Rest api, multiple users, voice control

Mike,

Once i saw the magic mirrors online i knew that I wanted my house A.I. in a mirror in every room. I think I’ve proven to myself that the concept is pretty doable and will work (the bigger question is why would any sane person do this?).

I have been following the Echo threads and it’s pretty exciting! I started on my project before the Echo threads matured I was not really happy with Alexa that you had to begin everything with “tell x to turn on y”. Another problem I’ve read about but don’t know if its true is that having a truly “native” app is not possible. If you want to speak to Alexa directly you have to use a push to talk feature as that is the only way to legally use the api. Obviously I cant have that with mirrors.

I do have a ton of questions about how your doing speech to intent. That is fascinating stuff to me. I may have to buy an echo and test it out. I guess i should have bought one when they were on sale back in november.
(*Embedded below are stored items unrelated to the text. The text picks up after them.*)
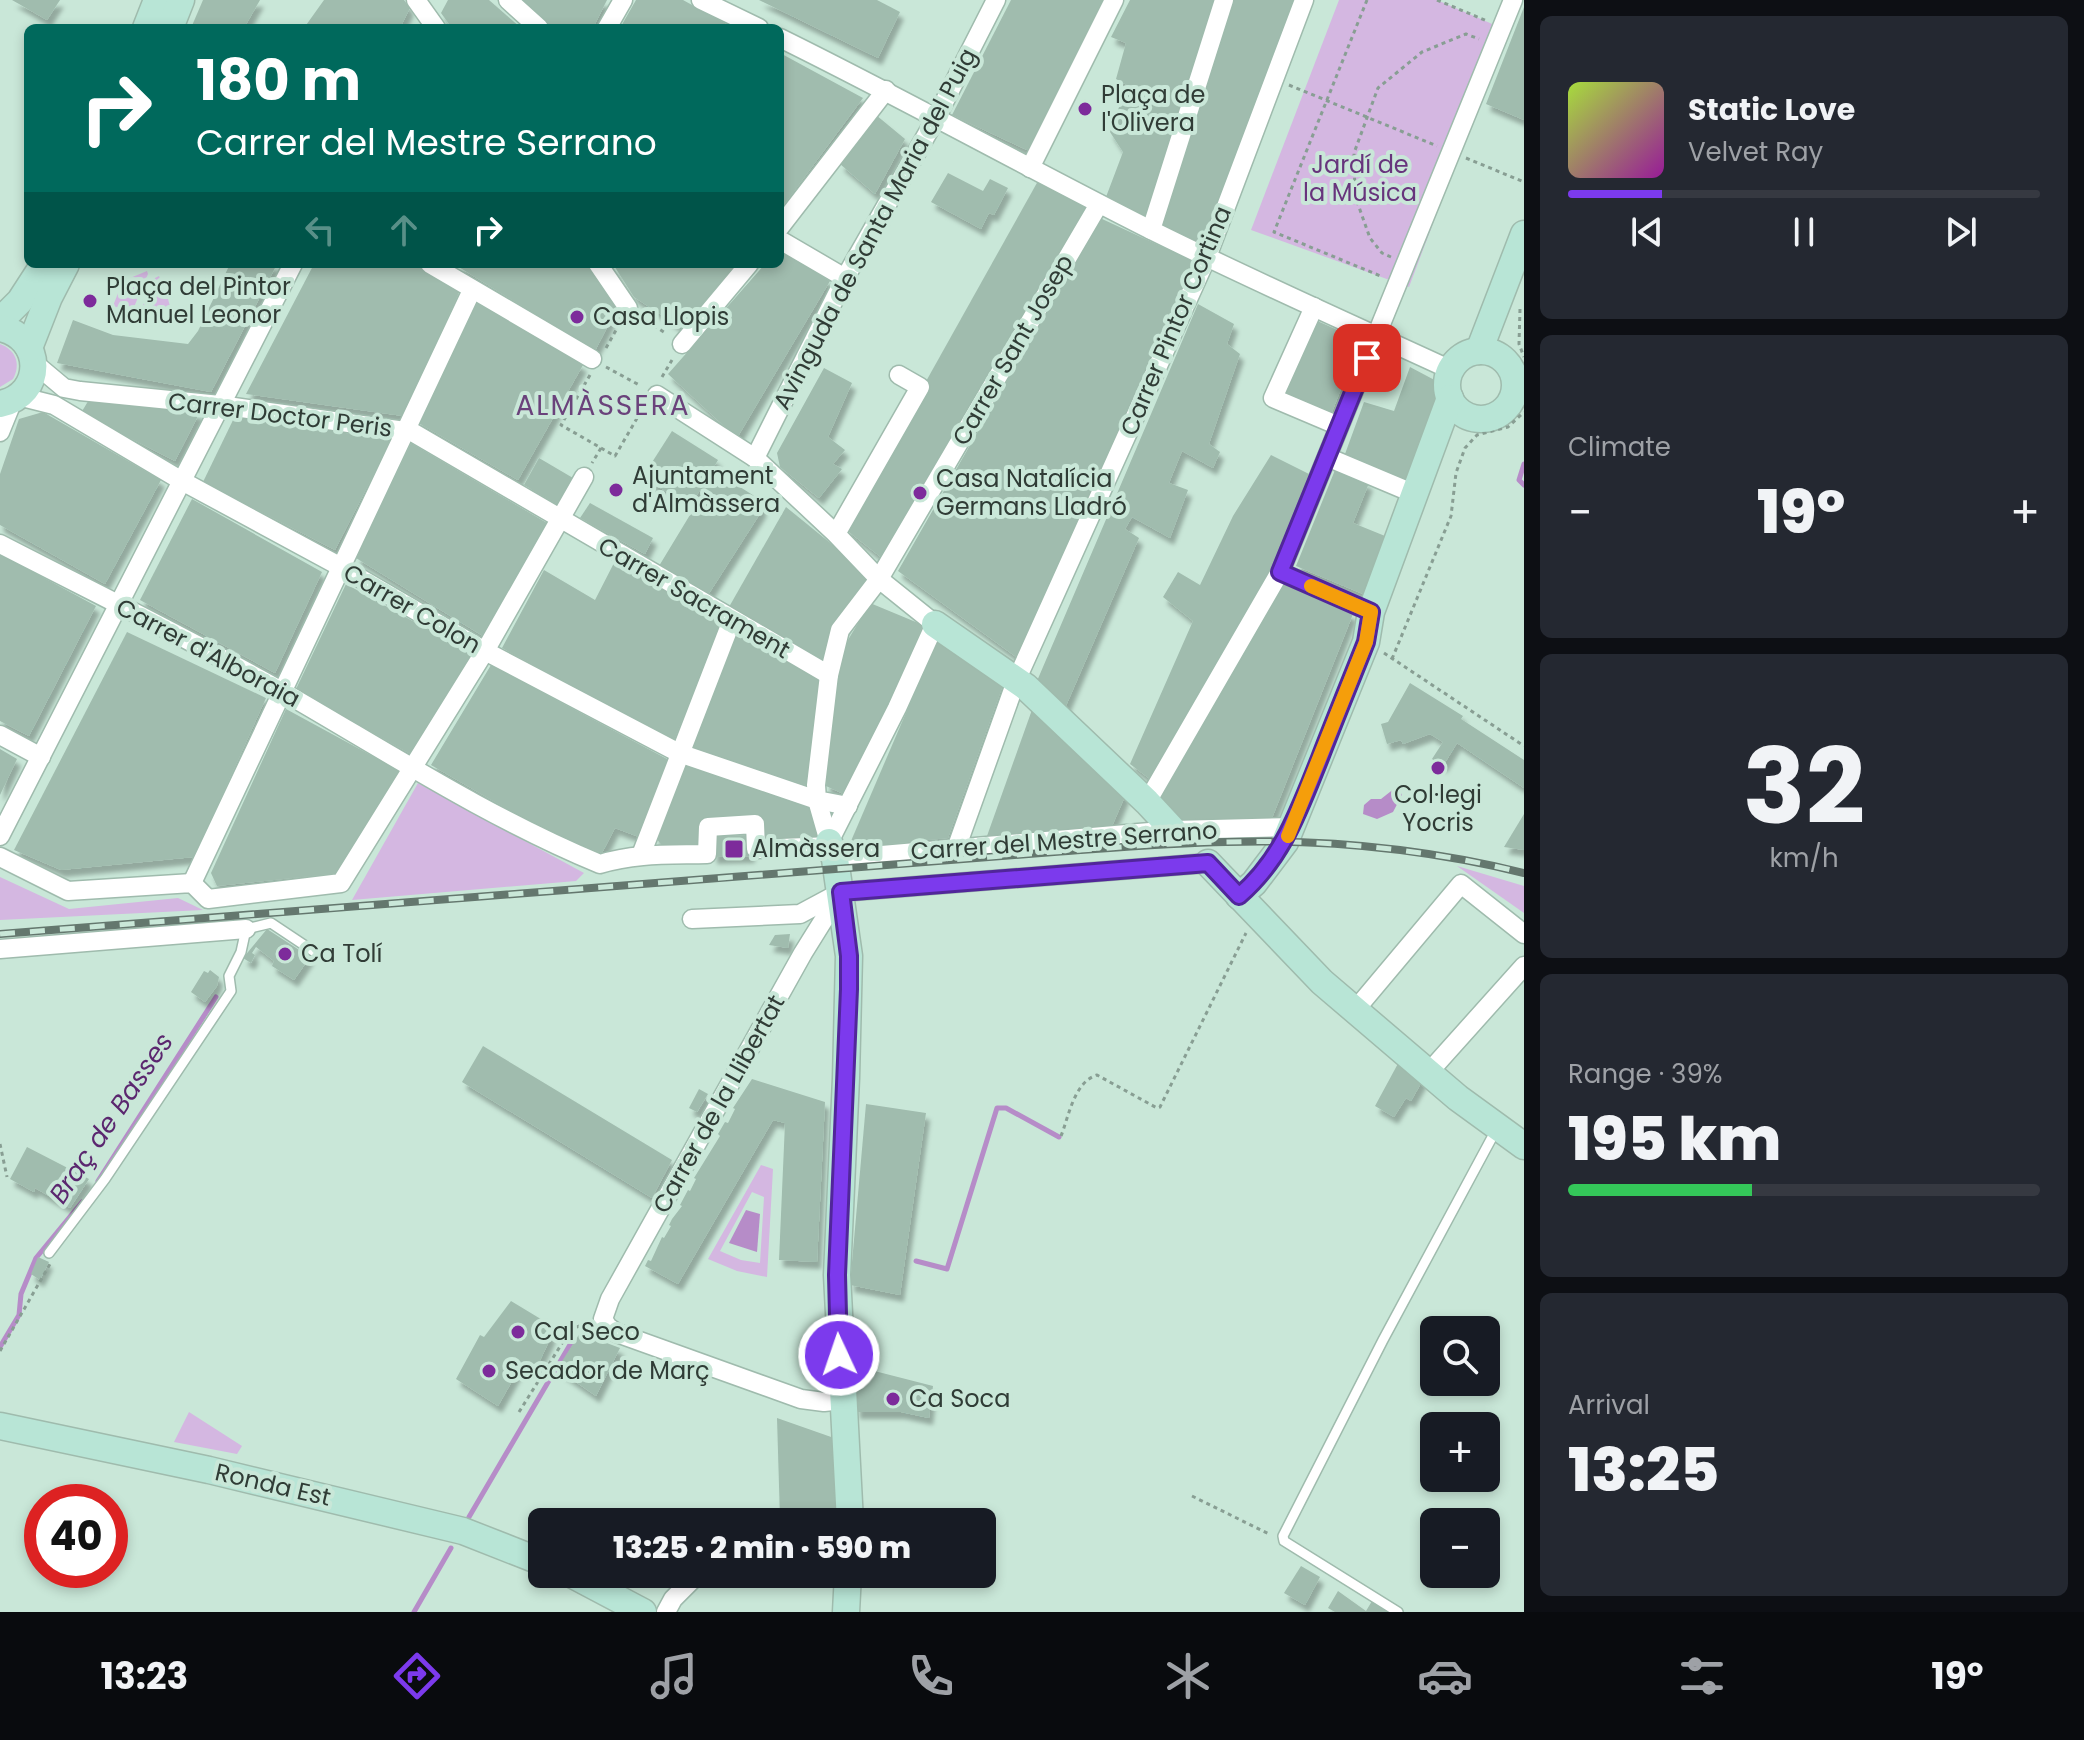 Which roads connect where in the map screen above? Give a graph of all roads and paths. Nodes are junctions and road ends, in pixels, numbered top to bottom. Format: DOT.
graph roads {
  1 [pos="157,0"];
  2 [pos="181,0"];
  3 [pos="508,0"];
  4 [pos="623,0"];
  5 [pos="701,0"];
  6 [pos="996,0"];
  7 [pos="1114,0"];
  8 [pos="1224,0"];
  9 [pos="1304,0"];
  10 [pos="1367,0"];
  11 [pos="1437,0"];
  12 [pos="1513,0"];
  13 [pos="423,3"];
  14 [pos="148,24"];
  15 [pos="172,24"];
  16 [pos="415,24"];
  17 [pos="434,24"];
  18 [pos="535,24"];
  19 [pos="609,24"];
  20 [pos="751,24"];
  21 [pos="1498,36"];
  22 [pos="784,40"];
  23 [pos="1274,79"];
  24 [pos="886,90"];
  25 [pos="1326,101"];
  26 [pos="1367,117"];
  27 [pos="935,120"];
  28 [pos="1451,152"];
  29 [pos="1030,168"];
  30 [pos="1524,182"];
  31 [pos="1099,204"];
  32 [pos="784,222"];
  33 [pos="1151,230"];
  34 [pos="1524,234"];
  35 [pos="784,242"];
  36 [pos="1207,257"];
  37 [pos="1406,263"];
  38 [pos="41,268"];
  39 [pos="64,268"];
  40 [pos="291,268"];
  41 [pos="436,268"];
  42 [pos="601,268"];
  43 [pos="746,268"];
  44 [pos="845,278"];
  45 [pos="1398,282"];
  46 [pos="472,290"];
  47 [pos="1524,298"];
  48 [pos="1314,307"];
  49 [pos="628,308"];
  50 [pos="0,321"];
  51 [pos="0,328"];
  52 [pos="1376,336"];
  53 [pos="682,344"];
  54 [pos="1479,351"];
  55 [pos="31,355"];
  56 [pos="1524,357"];
  57 [pos="594,361"];
  58 [pos="1451,370"];
  59 [pos="899,375"];
  60 [pos="654,394"];
  61 [pos="1450,398"];
  62 [pos="6,402"];
  63 [pos="220,405"];
  64 [pos="1524,412"];
  65 [pos="1339,426"];
  66 [pos="405,431"];
  67 [pos="0,432"];
  68 [pos="601,448"];
  69 [pos="1327,457"];
  70 [pos="755,458"];
  71 [pos="584,477"];
  72 [pos="182,481"];
  73 [pos="1415,494"];
  74 [pos="560,519"];
  75 [pos="836,534"];
  76 [pos="0,544"];
  77 [pos="341,567"];
  78 [pos="1280,572"];
  79 [pos="879,579"];
  80 [pos="118,605"];
  81 [pos="1371,612"];
  82 [pos="732,620"];
  83 [pos="935,624"];
  84 [pos="1366,642"];
  85 [pos="485,651"];
  86 [pos="1392,659"];
  87 [pos="829,675"];
  88 [pos="1016,681"];
  89 [pos="284,692"];
  90 [pos="0,735"];
  91 [pos="1524,746"];
  92 [pos="679,753"];
  93 [pos="41,757"];
  94 [pos="413,770"];
  95 [pos="817,800"];
  96 [pos="1147,802"];
  97 [pos="848,806"];
  98 [pos="1292,827"];
  99 [pos="1173,830"];
  100 [pos="0,836"];
  101 [pos="832,849"];
  102 [pos="956,849"];
  103 [pos="631,856"];
  104 [pos="0,857"];
  105 [pos="1208,863"];
  106 [pos="192,883"];
  107 [pos="841,892"];
  108 [pos="1247,903"];
  109 [pos="692,919"];
  110 [pos="246,929"];
  111 [pos="1524,934"];
  112 [pos="0,949"];
  113 [pos="316,953"];
  114 [pos="1524,966"];
  115 [pos="1356,1009"];
  116 [pos="1429,1072"];
  117 [pos="1498,1127"];
  118 [pos="1061,1136"];
  119 [pos="0,1144"];
  120 [pos="1524,1146"];
  121 [pos="7,1177"];
  122 [pos="49,1253"];
  123 [pos="603,1319"];
  124 [pos="0,1351"];
  125 [pos="842,1400"];
  126 [pos="519,1412"];
  127 [pos="0,1426"];
  128 [pos="1192,1496"];
  129 [pos="849,1508"];
  130 [pos="1285,1531"];
  131 [pos="528,1557"];
  132 [pos="598,1588"];
  133 [pos="684,1588"];
  134 [pos="847,1588"];
  135 [pos="643,1612"];
  136 [pos="666,1612"];
  137 [pos="846,1612"];
  138 [pos="1398,1612"];
  1 -- 14 [label="street"];
  2 -- 15 [label="street"];
  3 -- 18 [label="street"];
  4 -- 19 [label="street"];
  5 -- 20 [label="street"];
  6 -- 27 [label="street, Avinguda de Santa Maria del Puig"];
  7 -- 29 [label="street"];
  8 -- 33 [label="street"];
  9 -- 23 [label="street, Carrer Pintor Cortina"];
  10 -- 25 [label="path"];
  11 -- 21 [label="path"];
  12 -- 21 [label="street"];
  13 -- 16 [label="street"];
  13 -- 17 [label="street"];
  21 -- 26 [label="path"];
  21 -- 28 [label="street"];
  22 -- 24 [label="street"];
  23 -- 25 [label="path"];
  23 -- 36 [label="street, Carrer Pintor Cortina"];
  24 -- 27 [label="street"];
  24 -- 32 [label="street"];
  25 -- 26 [label="path"];
  25 -- 45 [label="path"];
  26 -- 28 [label="path"];
  26 -- 37 [label="path"];
  27 -- 29 [label="street"];
  27 -- 44 [label="street, Avinguda de Santa Maria del Puig"];
  28 -- 30 [label="path"];
  28 -- 37 [label="street"];
  29 -- 31 [label="street"];
  31 -- 33 [label="street"];
  31 -- 79 [label="street, Carrer Sant Josep"];
  33 -- 36 [label="street"];
  34 -- 54 [label="street"];
  35 -- 44 [label="street"];
  36 -- 48 [label="street"];
  36 -- 88 [label="street, Carrer Pintor Cortina"];
  37 -- 45 [label="street"];
  38 -- 50 [label="street"];
  39 -- 55 [label="street"];
  40 -- 63 [label="street"];
  41 -- 46 [label="street"];
  42 -- 49 [label="street"];
  43 -- 53 [label="street"];
  44 -- 70 [label="street, Avinguda de Santa Maria del Puig"];
  45 -- 52 [label="street"];
  46 -- 57 [label="street"];
  46 -- 66 [label="street"];
  47 -- 56 [label="path"];
  48 -- 52 [label="street"];
  48 -- 65 [label="street"];
  49 -- 53 [label="path"];
  49 -- 57 [label="path"];
  51 -- 55 [label="street"];
  52 -- 58 [label="street"];
  52 -- 65 [label="street"];
  53 -- 60 [label="path"];
  54 -- 58 [label="street"];
  54 -- 61 [label="street"];
  55 -- 62 [label="street"];
  55 -- 63 [label="street, Carrer Doctor Peris"];
  57 -- 60 [label="path"];
  57 -- 68 [label="path"];
  58 -- 61 [label="street"];
  59 -- 75 [label="street"];
  60 -- 68 [label="path"];
  60 -- 70 [label="street"];
  61 -- 73 [label="street"];
  62 -- 67 [label="street"];
  62 -- 72 [label="street, Carrer Colon"];
  63 -- 66 [label="street, Carrer Doctor Peris"];
  63 -- 72 [label="street"];
  64 -- 86 [label="path"];
  65 -- 69 [label="street"];
  66 -- 74 [label="street, Carrer Doctor Peris"];
  66 -- 77 [label="street"];
  68 -- 71 [label="path"];
  69 -- 73 [label="street"];
  69 -- 78 [label="street"];
  70 -- 75 [label="street"];
  71 -- 74 [label="street"];
  72 -- 77 [label="street, Carrer Colon"];
  72 -- 80 [label="street"];
  73 -- 81 [label="street"];
  74 -- 82 [label="street, Carrer Sacrament"];
  74 -- 85 [label="street"];
  75 -- 79 [label="street"];
  76 -- 80 [label="street, Carrer d'Alboraia"];
  77 -- 85 [label="street, Carrer Colon"];
  77 -- 89 [label="street"];
  78 -- 81 [label="street"];
  78 -- 96 [label="street"];
  79 -- 83 [label="street"];
  79 -- 87 [label="street, Carrer Sant Josep"];
  80 -- 89 [label="street, Carrer d'Alboraia"];
  80 -- 93 [label="street"];
  81 -- 84 [label="street"];
  82 -- 87 [label="street, Carrer Sacrament"];
  82 -- 92 [label="street"];
  83 -- 88 [label="street"];
  83 -- 97 [label="street"];
  84 -- 86 [label="path"];
  84 -- 98 [label="street"];
  85 -- 92 [label="street, Carrer Colon"];
  85 -- 94 [label="street"];
  86 -- 91 [label="path"];
  87 -- 95 [label="street, Carrer Sant Josep"];
  88 -- 96 [label="street"];
  88 -- 102 [label="street, Carrer Pintor Cortina"];
  89 -- 94 [label="street, Carrer d'Alboraia"];
  89 -- 106 [label="street"];
  90 -- 93 [label="street"];
  92 -- 95 [label="street, Carrer Colon"];
  92 -- 103 [label="street"];
  93 -- 100 [label="street"];
  94 -- 103 [label="street, Carrer d'Alboraia"];
  94 -- 106 [label="street"];
  95 -- 97 [label="street, Carrer Colon"];
  95 -- 101 [label="street"];
  96 -- 99 [label="street"];
  97 -- 101 [label="street"];
  98 -- 99 [label="street, Carrer del Mestre Serrano"];
  98 -- 108 [label="street"];
  99 -- 102 [label="street, Carrer del Mestre Serrano"];
  101 -- 102 [label="street, Carrer del Mestre Serrano"];
  101 -- 103 [label="street, Carrer del Mestre Serrano"];
  101 -- 107 [label="street"];
  104 -- 106 [label="street"];
  105 -- 107 [label="street, Carrer del Mestre Serrano"];
  105 -- 108 [label="street"];
  107 -- 109 [label="street, Carrer del Mestre Serrano"];
  107 -- 123 [label="street, Carrer de la Llibertat"];
  107 -- 125 [label="street"];
  108 -- 115 [label="street"];
  108 -- 118 [label="path"];
  110 -- 112 [label="street"];
  110 -- 113 [label="lane"];
  110 -- 122 [label="lane"];
  111 -- 115 [label="street"];
  114 -- 116 [label="street"];
  115 -- 116 [label="street"];
  116 -- 117 [label="street"];
  117 -- 120 [label="street"];
  117 -- 130 [label="lane"];
  119 -- 121 [label="path"];
  122 -- 124 [label="path"];
  123 -- 125 [label="street"];
  123 -- 126 [label="path"];
  125 -- 129 [label="street"];
  127 -- 131 [label="street, Ronda Est"];
  128 -- 130 [label="path"];
  130 -- 138 [label="lane"];
  132 -- 135 [label="street"];
  133 -- 136 [label="street"];
  134 -- 137 [label="street"];
}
One of my biggest problem with lack of intent is my own memory. Since its a pretty dumb solution i have to remember all the commands word for word. I program in about 5 commands for each item (turn on the light, please turn on the light, turn the bedroom light on, etc) but still cant remember. lol. The worst was the first few days with the alarm clock. At 6 am and half asleep, I could not remember what i had to say to turn it off. It was “snooze” or “snooze please”. “Snooze” is a weird word to me anyways so I dont know if i want to use it. It sounds funny to me. Maybe that is why i could not remember it.lol I may just come up with a cool code work to mean “snooze”. Anyways, so now, when deciding what commands to use, I stop thinking about it for a while and leave the room. I’ll do something to take my mind off of it. Then i walk back into the room and write down first 5 commands or so i can think of off the top of my head. Just guess’s that I think would work. If they are spontaneous to me i reason that they are the first ones i will try when i cant remember. Hope that made sense.
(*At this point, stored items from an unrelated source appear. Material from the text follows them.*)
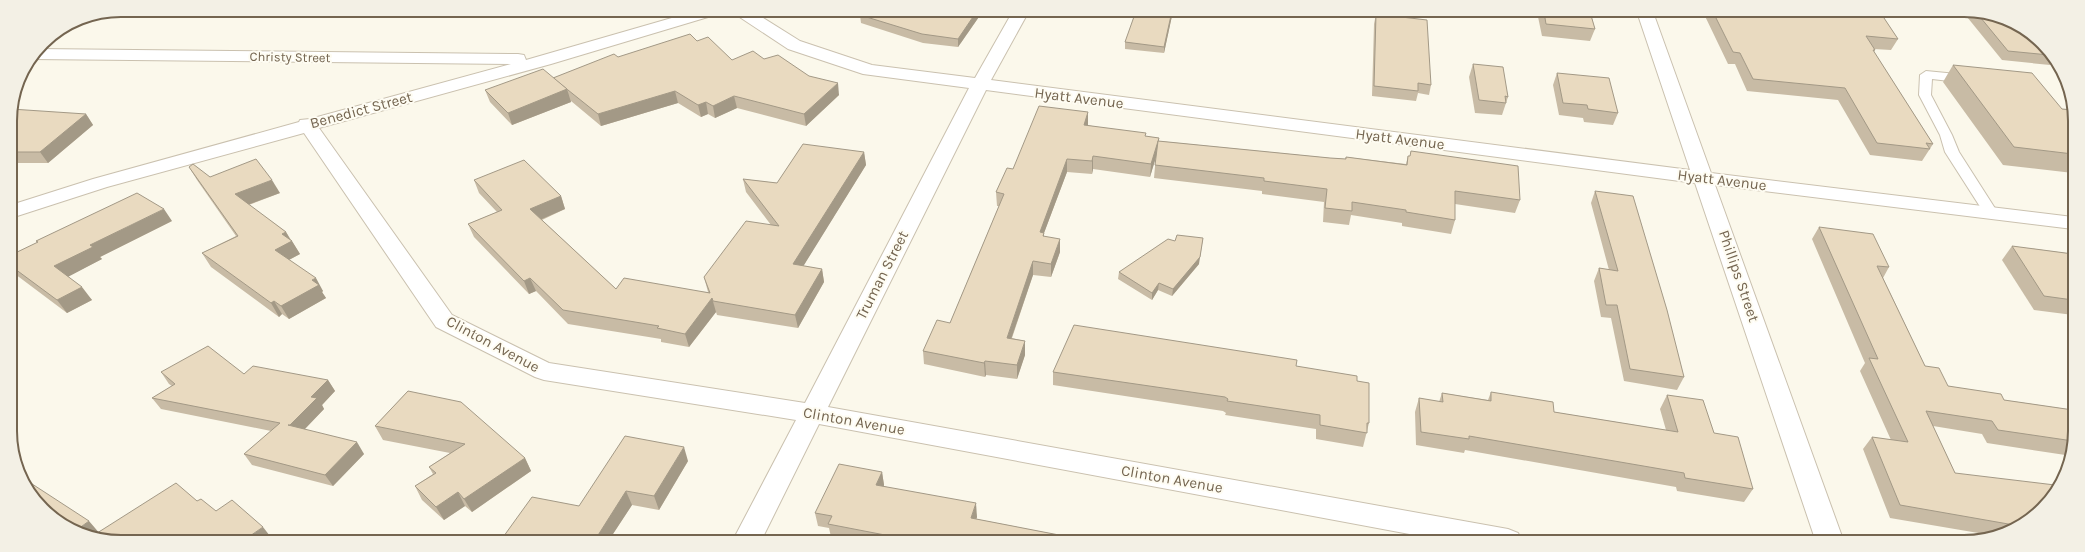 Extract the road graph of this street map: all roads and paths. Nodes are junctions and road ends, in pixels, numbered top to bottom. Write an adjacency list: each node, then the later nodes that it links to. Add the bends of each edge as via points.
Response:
1 (692, 17): 6 (street, Benedict Street)
2 (751, 17): 8 (street, Hyatt Avenue, via 794,44 869,70)
3 (1018, 17): 8 (street, Truman Street)
4 (1648, 17): 10 (street, Phillips Street)
5 (41, 54): 6 (street, Christy Street)
6 (545, 60): 9 (street, Benedict Street)
7 (1981, 80): 12 (lane, via 1926,75 1925,95 1952,152)
8 (980, 85): 10 (street, Hyatt Avenue); 14 (street, Truman Street)
9 (307, 124): 11 (street, Benedict Street, via 100,183); 14 (street, Clinton Avenue, via 444,320 544,371)
10 (1705, 178): 12 (street, Hyatt Avenue); 17 (street, Phillips Street)
11 (17, 210)
12 (1991, 213): 13 (street, Hyatt Avenue)
13 (2068, 222)
14 (812, 413): 15 (street, Truman Street); 16 (street, Clinton Avenue)
15 (750, 535)
16 (1475, 535)
17 (1828, 535)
[edit: added jasper thoughts]
I had looked at maybe using jasper but decided against it because of its current lack of support for a cheap beamforming microphone. The only two mic’s that I could see that were viable and affordabe, but also had beamforming and noise cancellation was the kinect and the echo. I ruled out the echo because of the limitations above and because you had not yet created the skill! So that left me with the kinect. To get the full benefit of the noise cancelling and beamforming features of the kinect, you have to use the kinect sdk which is windows only. Hence, i decided to use windows and the kinect . That decision made jarvis and mega-voice.command as my current best choice (again , because you had not yet created the echo skill :wink:
But wait , you say, jasper has support for the kinect. Ah yes, i did check into that but it turns out that jasper does have basic support for the kinect. However it does not support its beamforming features and treats it like a regular mic as jasper does not use the kinect sdk… Through my own tests at home, having a beamforming mic in the room was key to making it work. You just cant use a regular mic for picking up speech in a noisy room. Its what makes alexa so good at listening. So anyway, thats how I got to this point. Kinect-windows-jarvis and finally linked with openhab. [end edit]

My kids call me “skynet” now so i think its a pretty good sign that things are moving forward. lol.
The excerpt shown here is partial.